[Items from a dataset]
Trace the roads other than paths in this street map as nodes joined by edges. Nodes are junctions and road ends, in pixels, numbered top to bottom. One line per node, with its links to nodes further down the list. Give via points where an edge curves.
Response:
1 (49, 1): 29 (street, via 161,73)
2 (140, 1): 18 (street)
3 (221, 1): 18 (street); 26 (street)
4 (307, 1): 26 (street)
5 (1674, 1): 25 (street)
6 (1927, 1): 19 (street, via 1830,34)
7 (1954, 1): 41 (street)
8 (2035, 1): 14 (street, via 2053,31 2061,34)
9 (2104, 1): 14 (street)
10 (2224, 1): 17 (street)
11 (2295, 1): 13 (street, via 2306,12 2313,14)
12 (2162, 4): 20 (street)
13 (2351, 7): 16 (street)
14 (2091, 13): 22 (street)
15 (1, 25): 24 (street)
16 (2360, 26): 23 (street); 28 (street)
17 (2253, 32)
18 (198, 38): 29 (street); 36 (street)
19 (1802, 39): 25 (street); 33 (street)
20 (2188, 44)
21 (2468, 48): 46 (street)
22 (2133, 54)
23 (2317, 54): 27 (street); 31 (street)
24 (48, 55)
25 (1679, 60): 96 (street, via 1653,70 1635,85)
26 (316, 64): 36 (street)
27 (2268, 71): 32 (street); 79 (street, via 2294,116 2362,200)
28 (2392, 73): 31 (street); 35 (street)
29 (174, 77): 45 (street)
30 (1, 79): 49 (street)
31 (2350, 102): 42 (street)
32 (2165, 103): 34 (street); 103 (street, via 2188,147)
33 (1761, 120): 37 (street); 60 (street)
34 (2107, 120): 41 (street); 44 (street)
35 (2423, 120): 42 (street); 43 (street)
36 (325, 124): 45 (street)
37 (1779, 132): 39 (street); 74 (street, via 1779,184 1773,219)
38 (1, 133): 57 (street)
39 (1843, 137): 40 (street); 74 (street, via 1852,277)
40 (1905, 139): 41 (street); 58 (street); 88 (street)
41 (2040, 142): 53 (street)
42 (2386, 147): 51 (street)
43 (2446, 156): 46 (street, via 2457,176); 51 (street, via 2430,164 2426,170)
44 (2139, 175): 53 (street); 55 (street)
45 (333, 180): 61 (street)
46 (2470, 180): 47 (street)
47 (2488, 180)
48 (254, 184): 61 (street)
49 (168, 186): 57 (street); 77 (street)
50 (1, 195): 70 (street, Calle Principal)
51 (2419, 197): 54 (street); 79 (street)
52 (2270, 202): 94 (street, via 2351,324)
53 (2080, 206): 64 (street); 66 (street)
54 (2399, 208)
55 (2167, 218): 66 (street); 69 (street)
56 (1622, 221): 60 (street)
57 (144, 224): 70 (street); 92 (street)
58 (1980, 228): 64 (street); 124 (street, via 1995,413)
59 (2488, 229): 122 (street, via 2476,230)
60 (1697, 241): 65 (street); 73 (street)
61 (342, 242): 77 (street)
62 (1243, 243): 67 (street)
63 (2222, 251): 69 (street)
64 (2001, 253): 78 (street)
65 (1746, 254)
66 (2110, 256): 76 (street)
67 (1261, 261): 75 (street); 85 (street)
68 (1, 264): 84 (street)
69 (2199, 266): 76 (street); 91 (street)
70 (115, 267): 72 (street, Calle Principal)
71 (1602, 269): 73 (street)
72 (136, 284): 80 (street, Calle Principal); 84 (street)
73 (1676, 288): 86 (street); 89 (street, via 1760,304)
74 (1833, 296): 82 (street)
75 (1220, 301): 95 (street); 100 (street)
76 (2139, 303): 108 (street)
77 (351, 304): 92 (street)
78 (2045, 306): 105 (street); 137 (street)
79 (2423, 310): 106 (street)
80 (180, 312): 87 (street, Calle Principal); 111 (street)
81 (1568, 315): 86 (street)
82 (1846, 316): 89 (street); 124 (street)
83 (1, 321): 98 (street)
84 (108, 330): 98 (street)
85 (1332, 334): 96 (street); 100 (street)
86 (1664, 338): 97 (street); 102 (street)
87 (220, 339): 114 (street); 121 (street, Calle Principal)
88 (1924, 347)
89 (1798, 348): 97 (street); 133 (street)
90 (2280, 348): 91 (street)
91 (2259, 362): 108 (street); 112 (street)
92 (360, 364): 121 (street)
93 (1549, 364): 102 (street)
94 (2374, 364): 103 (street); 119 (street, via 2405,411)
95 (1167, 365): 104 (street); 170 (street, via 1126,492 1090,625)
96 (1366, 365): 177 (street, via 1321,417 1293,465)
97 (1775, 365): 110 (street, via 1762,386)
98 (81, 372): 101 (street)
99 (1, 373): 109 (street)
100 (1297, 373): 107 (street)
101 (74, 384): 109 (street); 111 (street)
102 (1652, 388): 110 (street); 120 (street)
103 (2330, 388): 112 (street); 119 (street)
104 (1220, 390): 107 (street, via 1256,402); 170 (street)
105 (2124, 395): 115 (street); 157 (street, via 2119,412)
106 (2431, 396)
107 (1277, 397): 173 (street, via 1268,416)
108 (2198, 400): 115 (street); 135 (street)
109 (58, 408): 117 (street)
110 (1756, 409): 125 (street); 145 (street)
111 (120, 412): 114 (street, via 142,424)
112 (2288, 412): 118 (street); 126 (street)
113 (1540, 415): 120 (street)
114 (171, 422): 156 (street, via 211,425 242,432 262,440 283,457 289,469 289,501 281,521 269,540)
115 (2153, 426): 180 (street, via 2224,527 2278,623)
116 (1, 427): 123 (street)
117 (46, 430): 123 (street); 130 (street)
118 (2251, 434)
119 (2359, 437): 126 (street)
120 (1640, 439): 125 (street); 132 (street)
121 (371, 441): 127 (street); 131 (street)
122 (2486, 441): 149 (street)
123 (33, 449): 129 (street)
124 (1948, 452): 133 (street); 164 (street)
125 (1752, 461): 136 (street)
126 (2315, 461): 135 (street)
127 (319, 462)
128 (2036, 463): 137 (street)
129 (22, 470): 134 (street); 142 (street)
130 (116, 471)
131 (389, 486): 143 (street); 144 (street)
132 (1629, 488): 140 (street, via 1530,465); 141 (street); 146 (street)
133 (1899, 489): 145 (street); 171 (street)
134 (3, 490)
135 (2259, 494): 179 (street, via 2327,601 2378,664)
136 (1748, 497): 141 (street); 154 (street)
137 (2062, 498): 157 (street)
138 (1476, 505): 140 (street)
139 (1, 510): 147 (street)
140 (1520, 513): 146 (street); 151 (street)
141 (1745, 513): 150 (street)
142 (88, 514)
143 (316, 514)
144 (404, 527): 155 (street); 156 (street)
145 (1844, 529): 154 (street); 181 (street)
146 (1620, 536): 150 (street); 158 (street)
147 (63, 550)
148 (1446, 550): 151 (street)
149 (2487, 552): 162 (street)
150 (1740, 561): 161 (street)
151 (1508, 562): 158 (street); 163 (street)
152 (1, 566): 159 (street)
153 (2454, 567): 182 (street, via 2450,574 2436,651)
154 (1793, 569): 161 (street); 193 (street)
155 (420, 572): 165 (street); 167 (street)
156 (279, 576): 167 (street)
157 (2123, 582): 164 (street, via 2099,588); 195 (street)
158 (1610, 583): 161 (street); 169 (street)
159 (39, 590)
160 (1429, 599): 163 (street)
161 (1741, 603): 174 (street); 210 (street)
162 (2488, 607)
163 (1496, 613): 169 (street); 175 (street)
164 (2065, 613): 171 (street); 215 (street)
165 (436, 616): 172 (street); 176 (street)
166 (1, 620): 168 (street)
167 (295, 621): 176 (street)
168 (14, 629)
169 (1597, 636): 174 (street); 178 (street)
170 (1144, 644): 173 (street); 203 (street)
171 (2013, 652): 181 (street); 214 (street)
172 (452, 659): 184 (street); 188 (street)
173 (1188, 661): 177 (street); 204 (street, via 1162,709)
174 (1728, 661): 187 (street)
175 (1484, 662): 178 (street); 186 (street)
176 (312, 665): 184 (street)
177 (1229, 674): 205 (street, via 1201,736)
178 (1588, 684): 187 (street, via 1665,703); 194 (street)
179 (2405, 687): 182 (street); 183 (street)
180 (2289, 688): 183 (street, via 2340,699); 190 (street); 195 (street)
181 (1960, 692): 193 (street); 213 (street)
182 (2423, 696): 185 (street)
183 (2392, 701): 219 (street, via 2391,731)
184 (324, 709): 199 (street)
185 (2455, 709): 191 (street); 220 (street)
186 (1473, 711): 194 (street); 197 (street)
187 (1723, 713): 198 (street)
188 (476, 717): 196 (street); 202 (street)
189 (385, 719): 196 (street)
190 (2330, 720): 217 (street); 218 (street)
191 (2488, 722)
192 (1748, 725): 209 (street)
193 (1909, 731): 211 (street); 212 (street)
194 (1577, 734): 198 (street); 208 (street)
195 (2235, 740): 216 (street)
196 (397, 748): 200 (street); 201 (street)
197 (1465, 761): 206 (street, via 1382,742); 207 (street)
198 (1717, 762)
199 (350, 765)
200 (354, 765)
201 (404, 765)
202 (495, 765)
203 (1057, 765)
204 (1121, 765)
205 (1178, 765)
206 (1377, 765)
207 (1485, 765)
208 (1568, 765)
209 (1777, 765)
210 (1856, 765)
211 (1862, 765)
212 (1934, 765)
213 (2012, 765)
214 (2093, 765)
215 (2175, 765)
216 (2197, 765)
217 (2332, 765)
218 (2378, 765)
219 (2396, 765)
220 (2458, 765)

#### [Required action]
Look through the entries above. Copy out every line holding the word "Calle".

#### [Solution for this problem]
50 (1, 195): 70 (street, Calle Principal)
70 (115, 267): 72 (street, Calle Principal)
72 (136, 284): 80 (street, Calle Principal); 84 (street)
80 (180, 312): 87 (street, Calle Principal); 111 (street)
87 (220, 339): 114 (street); 121 (street, Calle Principal)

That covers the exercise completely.